Observed Evasion via Decoy Landing Pages

When analysis is detected or when execution fails, the infrastructure does not return an error page.

Instead, victims or scanners are redirected to to benign decoy landing page templates, including:

  • Finquick
  • Flowguide
  • Desio Copilot

These templates act as decoy content, helping:

  • Evade automated detection
  • Reduce suspicion during manual review
  • Prolong domain lifespan

This fallback behavior has been repeatedly observed in Tycoon-based phishing campaigns.

Campaign Scope: *.contractors Domains Observed on URLScan

During this investigation, I identified multiple .contractors domains associated with this campaign through URLScan submissions and pivoting.

A consolidated list of all observed .contractors domains, along with scan links and timestamps, will be provided below for reference and detection purposes.

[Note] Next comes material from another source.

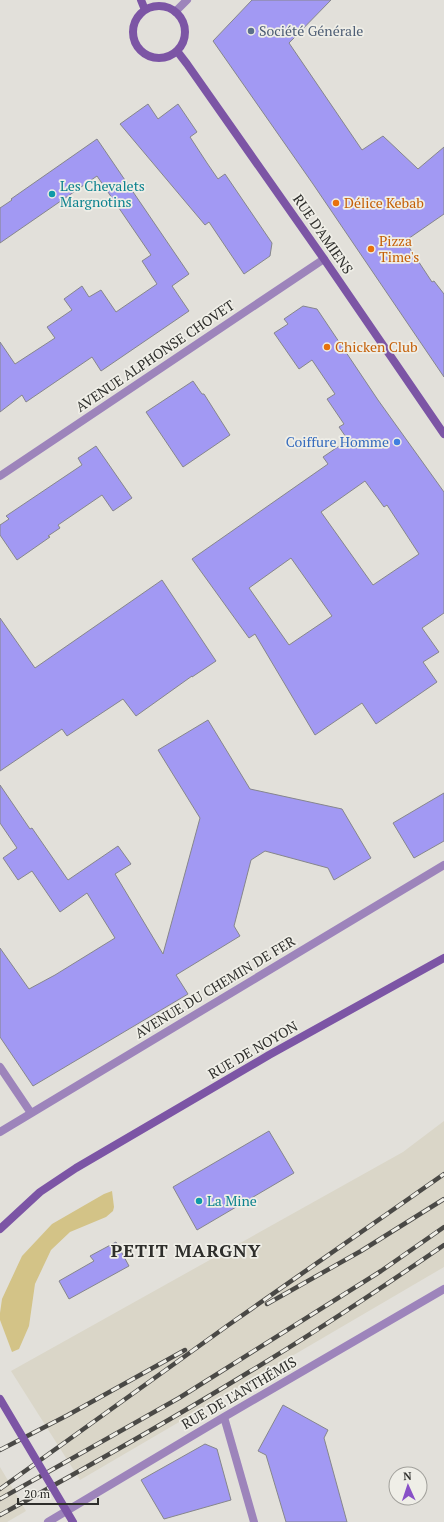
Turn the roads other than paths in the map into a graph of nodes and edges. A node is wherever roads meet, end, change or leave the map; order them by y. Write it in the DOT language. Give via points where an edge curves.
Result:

https://urlscan.io/result/019c0245-d376-75f6-9cb1-61ea3d390d5b/

https://urlscan.io/result/019c03c8-00f8-718f-b45a-af4fd080112e/

https://urlscan.io/result/019c046b-012c-740e-b96a-cf111e169b0a/

https://urlscan.io/result/019bc8b1-63f4-765c-96a1-46d406426c1e/

https://urlscan.io/result/019bfa8b-127e-7718-abad-b1390d3c9e08/

https://urlscan.io/result/019bec78-0eaf-70c9-bbda-d839444f8120/

https://urlscan.io/result/019bfeea-9343-713f-8cf8-cd62c3f10a01

https://urlscan.io/result/019bd770-5232-7789-807b-127ca1422e2b

https://urlscan.io/result/019c0616-3df5-7178-a87a-f80358df27b0/

This activity represents a coordinated, MFA aware phishing campaign, not isolated incidents.

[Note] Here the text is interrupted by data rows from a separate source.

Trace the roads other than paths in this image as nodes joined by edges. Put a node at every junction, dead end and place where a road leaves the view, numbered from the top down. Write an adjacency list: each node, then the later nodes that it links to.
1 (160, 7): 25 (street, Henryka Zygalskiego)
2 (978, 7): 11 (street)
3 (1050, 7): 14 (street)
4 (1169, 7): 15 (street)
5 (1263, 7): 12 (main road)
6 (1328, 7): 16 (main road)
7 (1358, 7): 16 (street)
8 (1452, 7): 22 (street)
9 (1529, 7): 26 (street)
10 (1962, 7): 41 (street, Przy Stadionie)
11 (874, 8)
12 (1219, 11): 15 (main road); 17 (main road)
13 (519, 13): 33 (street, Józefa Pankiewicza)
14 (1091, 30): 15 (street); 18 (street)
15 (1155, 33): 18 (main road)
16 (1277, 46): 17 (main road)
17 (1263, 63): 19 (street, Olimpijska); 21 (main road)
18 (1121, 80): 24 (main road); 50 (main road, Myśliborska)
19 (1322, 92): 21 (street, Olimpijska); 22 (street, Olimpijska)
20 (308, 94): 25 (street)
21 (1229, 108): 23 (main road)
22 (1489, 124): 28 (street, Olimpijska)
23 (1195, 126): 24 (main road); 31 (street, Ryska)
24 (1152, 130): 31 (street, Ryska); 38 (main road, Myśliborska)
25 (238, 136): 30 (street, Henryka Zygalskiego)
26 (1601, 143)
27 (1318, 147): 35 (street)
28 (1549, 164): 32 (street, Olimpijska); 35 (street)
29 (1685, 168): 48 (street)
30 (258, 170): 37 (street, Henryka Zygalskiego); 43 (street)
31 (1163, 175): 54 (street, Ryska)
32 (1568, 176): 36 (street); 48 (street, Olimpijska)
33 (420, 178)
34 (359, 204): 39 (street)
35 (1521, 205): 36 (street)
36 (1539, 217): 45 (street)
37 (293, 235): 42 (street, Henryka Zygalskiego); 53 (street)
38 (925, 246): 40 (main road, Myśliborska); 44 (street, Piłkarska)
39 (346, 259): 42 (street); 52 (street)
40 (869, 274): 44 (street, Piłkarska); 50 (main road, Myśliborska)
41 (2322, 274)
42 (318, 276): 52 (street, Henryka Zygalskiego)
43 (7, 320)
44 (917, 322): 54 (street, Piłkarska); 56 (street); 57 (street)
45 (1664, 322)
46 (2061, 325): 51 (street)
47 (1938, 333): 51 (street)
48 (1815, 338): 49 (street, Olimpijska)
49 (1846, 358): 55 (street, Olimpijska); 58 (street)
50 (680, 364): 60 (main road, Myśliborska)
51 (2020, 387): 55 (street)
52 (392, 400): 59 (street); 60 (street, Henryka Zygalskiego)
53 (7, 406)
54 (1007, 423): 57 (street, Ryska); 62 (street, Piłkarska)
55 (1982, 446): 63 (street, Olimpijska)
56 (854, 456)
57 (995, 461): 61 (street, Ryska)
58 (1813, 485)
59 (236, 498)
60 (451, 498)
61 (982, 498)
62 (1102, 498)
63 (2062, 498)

While this analysis identifies multiple .contractors domains and consistent infrastructure patterns, it is likely that additional domains and variants are in use beyond those documented here. The findings in this post are based on artifacts and infrastructure observed within the scope of URLScan, and the full extent of the campaign may be broader.

Additional Infrastructure Observed

During continued investigation, I identified additional, distinct domains serving the same Microsoft 365 / Outlook Tycoon 2FA lure, indicating broader infrastructure reuse beyond the initially observed .contractors clusters.

These domains exhibit the same execution flow, CAPTCHA gating, MFA-aware login sequence, and post-authentication behavior, confirming they are part of the same phishing operation, rather than unrelated or opportunistic reuse.

URLScan.io hash search

Note on Campaign Scale

The domains and infrastructure documented above represent only a subset of the total activity observed during this investigation. While many additional domains and variants were identified, listing all of them would significantly expand the scope of this post.

For the purposes of this write-up, I will leave the analysis here, focusing on representative samples that clearly demonstrate the campaign’s tradecraft and attribution.